Unter Hammer und Hakenkreuz. Der völkisch-nationalsozialistische Kampf gegen die Anthroposophie

Ravaglis Untersuchung zeigt die bedeutende Rolle, die die Anthroposophie im gesellschaftlichen Diskurs der wilhelminischen Ära und der Weimarer Republik spielte. Sie dokumentiert, in welcher Form sich die militant-konservativen und rechts-revolutionären Kreise dieser Gesellschaft von der Anthroposophie absetzten. Dadurch ergibt sich ein völlig neuer Blick auf die frühe anthroposophische Bewegung. Ist Rudolf Steiner in die völkische, die alldeutsche oder deutsch-nationale Bewegung einzuordnen? Diese Behauptung wird von manchen Autoren aufgestellt, die Steiner als deutschen Chauvinisten, als Befürworter des Imperialismus, der Rassenhygiene, ja als Esoteriker des Nationalsozialismus zu denunzieren versuchen. Die vorliegende Untersuchung stellt die Kampagnen und Intrigen dar, die vom Ende des 19. Jahrhunderts bis zur Machtergreifung der NSDAP aus dem rechtskonservativen bis rechtsextremen politischen Spektrum gegen die Anthroposophie inszeniert wurden. Die bedeutendsten völkischen und nationalistischen Verbände der Kaiserzeit und der Weimarer Republik gehörten zu den erklärten Feinden der Anthroposophie. Lorenzo Ravagli rekonstruiert den fundamentalen Gegensatz zwischen der Anthroposophie und jeder Art von völkischer Bewegung.

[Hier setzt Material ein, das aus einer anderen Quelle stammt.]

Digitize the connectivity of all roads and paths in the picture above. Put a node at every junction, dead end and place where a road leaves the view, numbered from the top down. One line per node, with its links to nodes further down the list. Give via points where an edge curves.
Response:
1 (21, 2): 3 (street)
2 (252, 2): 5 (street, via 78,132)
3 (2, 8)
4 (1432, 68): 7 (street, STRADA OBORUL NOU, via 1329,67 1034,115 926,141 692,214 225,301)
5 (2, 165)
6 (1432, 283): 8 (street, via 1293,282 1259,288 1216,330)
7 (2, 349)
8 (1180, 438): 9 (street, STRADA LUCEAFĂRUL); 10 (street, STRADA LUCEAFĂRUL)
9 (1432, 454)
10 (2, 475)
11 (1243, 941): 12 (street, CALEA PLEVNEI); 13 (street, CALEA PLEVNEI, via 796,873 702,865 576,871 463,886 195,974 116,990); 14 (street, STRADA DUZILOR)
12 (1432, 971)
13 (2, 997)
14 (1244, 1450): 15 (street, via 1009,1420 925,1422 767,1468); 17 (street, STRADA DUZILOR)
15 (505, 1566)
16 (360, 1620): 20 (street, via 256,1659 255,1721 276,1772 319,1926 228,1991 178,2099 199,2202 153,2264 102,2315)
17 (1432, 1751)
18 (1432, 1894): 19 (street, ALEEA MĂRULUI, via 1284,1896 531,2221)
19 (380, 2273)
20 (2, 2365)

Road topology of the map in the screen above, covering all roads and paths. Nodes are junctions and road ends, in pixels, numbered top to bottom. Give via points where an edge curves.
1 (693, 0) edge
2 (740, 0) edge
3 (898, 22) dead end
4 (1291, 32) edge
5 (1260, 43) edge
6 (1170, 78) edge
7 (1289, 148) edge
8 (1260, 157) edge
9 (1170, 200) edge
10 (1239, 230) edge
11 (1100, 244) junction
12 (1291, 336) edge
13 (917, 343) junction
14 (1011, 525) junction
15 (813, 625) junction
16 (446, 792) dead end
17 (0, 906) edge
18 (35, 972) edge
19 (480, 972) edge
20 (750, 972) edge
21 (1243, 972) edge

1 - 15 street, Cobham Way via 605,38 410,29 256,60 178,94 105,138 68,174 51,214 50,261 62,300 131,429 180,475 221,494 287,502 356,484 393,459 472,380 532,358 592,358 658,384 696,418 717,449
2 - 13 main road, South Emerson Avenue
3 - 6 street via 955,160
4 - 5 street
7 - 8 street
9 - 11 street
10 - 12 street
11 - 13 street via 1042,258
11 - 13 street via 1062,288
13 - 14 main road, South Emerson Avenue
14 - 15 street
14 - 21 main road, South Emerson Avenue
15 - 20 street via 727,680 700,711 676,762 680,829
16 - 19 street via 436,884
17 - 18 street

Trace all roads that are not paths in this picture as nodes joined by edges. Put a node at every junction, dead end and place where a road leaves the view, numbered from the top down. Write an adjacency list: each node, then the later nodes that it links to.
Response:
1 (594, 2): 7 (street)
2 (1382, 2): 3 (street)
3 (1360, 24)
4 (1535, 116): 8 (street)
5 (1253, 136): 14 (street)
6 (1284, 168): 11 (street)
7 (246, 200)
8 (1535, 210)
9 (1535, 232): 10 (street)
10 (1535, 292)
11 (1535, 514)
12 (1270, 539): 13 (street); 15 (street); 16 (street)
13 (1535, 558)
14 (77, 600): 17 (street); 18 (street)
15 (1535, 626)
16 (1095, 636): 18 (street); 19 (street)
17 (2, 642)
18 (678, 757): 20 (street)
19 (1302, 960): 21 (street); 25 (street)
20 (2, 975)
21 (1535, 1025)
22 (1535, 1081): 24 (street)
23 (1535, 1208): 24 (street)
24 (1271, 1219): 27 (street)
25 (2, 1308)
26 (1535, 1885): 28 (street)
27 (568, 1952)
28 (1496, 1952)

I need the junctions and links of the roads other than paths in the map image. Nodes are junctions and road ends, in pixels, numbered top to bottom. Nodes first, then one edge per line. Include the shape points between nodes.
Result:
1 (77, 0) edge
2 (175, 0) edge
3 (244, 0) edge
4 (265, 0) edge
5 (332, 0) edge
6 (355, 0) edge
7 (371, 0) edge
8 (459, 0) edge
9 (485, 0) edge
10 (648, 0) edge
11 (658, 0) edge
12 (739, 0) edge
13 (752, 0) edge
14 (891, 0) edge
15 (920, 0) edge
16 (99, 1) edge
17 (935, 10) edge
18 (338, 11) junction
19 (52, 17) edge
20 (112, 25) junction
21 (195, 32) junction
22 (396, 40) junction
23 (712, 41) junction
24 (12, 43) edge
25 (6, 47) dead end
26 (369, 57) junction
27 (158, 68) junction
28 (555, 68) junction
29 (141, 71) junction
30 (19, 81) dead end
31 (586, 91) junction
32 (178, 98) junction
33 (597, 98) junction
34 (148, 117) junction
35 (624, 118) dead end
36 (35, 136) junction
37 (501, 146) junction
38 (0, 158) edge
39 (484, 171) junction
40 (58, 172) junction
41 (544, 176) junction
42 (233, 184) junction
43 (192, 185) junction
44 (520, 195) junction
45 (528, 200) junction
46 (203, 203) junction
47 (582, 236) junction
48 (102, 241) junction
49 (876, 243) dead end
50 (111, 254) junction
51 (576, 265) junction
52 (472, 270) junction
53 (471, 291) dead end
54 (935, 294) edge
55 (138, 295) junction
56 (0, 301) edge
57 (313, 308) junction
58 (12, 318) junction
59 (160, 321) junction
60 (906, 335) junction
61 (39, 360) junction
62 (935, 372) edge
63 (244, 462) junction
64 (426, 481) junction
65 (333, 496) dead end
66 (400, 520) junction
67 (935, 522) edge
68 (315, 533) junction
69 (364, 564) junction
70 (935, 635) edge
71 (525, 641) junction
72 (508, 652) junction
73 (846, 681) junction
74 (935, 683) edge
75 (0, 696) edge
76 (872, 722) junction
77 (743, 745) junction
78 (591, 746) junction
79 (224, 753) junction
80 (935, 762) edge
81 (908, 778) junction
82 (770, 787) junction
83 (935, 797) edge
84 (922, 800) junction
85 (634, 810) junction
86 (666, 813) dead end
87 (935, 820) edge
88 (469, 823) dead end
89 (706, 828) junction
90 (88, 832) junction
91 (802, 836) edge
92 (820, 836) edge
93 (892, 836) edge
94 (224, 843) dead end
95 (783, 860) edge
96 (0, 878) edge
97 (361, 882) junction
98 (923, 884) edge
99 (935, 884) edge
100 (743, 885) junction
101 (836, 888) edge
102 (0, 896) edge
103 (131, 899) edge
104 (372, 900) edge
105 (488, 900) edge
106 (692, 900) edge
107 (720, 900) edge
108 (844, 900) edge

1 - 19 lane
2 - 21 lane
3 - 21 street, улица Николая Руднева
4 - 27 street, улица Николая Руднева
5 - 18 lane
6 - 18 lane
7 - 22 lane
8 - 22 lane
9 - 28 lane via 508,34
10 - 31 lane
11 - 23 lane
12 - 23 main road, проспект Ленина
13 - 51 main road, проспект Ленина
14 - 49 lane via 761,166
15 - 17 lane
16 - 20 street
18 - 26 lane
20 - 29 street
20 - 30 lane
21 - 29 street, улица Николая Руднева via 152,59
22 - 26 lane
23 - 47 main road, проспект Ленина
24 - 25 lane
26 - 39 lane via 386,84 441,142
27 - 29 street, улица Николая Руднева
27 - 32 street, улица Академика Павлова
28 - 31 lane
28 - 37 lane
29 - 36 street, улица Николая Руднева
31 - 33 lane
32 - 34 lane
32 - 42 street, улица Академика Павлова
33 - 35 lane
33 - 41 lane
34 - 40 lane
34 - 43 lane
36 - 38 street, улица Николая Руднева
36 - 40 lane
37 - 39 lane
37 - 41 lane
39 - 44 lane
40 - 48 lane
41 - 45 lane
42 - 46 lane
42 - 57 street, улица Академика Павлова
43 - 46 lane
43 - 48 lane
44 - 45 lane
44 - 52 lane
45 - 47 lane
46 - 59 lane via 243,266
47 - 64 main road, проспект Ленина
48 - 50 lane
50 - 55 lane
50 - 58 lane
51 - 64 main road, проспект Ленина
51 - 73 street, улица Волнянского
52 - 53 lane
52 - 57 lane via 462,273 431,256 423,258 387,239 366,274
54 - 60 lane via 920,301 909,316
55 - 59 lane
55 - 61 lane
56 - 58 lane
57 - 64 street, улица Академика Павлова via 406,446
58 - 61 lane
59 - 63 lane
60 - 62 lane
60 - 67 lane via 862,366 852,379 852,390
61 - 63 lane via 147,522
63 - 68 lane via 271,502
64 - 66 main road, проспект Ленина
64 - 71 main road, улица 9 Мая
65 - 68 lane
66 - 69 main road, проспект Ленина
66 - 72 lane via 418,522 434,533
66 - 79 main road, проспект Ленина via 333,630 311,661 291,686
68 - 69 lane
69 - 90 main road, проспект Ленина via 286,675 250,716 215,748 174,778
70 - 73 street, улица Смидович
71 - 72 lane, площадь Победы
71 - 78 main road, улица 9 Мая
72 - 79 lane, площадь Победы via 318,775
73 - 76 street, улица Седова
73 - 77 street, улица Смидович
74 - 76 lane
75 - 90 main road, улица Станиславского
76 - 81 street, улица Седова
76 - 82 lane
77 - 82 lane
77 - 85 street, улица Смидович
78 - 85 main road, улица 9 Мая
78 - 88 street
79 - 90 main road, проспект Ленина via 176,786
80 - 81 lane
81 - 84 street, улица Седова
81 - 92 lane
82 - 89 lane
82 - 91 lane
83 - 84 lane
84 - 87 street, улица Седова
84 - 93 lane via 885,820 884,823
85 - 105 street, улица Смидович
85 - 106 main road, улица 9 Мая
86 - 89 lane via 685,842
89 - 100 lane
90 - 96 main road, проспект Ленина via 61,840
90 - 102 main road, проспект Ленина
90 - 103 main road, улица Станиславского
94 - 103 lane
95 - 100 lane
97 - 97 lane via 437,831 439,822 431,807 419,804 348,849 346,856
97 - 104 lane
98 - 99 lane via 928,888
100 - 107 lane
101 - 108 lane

Der zweite Teil des Buches vermittelt einen Einblick in die weltanschaulichen Konflikte innerhalb der theosophischen Bewegung und arbeitet die grundlegenden Differenzen zwischen dem von Guido von List konzipierten Armanismus bzw. der Ariosophie und der Anthroposophie Rudolf Steiners heraus. Dabei wird deutlich, dass ein erheblicher Teil der theosophischen Gegner der Anthroposophie aus Anhängern der völkischen Bewegung bestand, die versuchten, die humanistischen und menschheitlichen Ziele der Theosophie bzw. Anthroposophie für ihre gruppenegoistischen Ziele zu vereinnahmen.


Steiner und Haeckel

Der Vorwurf gegen Haeckel ist im Hinblick auf Steiner irrelevant und unhistorisch, da Steiner bis 1890 nur einen Teil des Haeckelschen Werkes studiert hatte, aus dem kein Hinweis auf einen »üblen Rassismus« zu entnehmen war. Als Steiner später (nach 1900) seine eigene Anthropogenie im Hinblick auf die phänotypischen Varietäten vortrug, griff er nicht auf Haeckels Anthropologie zurück, sondern auf historisch weit frühere Darstellungen wie die von Blumenbach oder Carus.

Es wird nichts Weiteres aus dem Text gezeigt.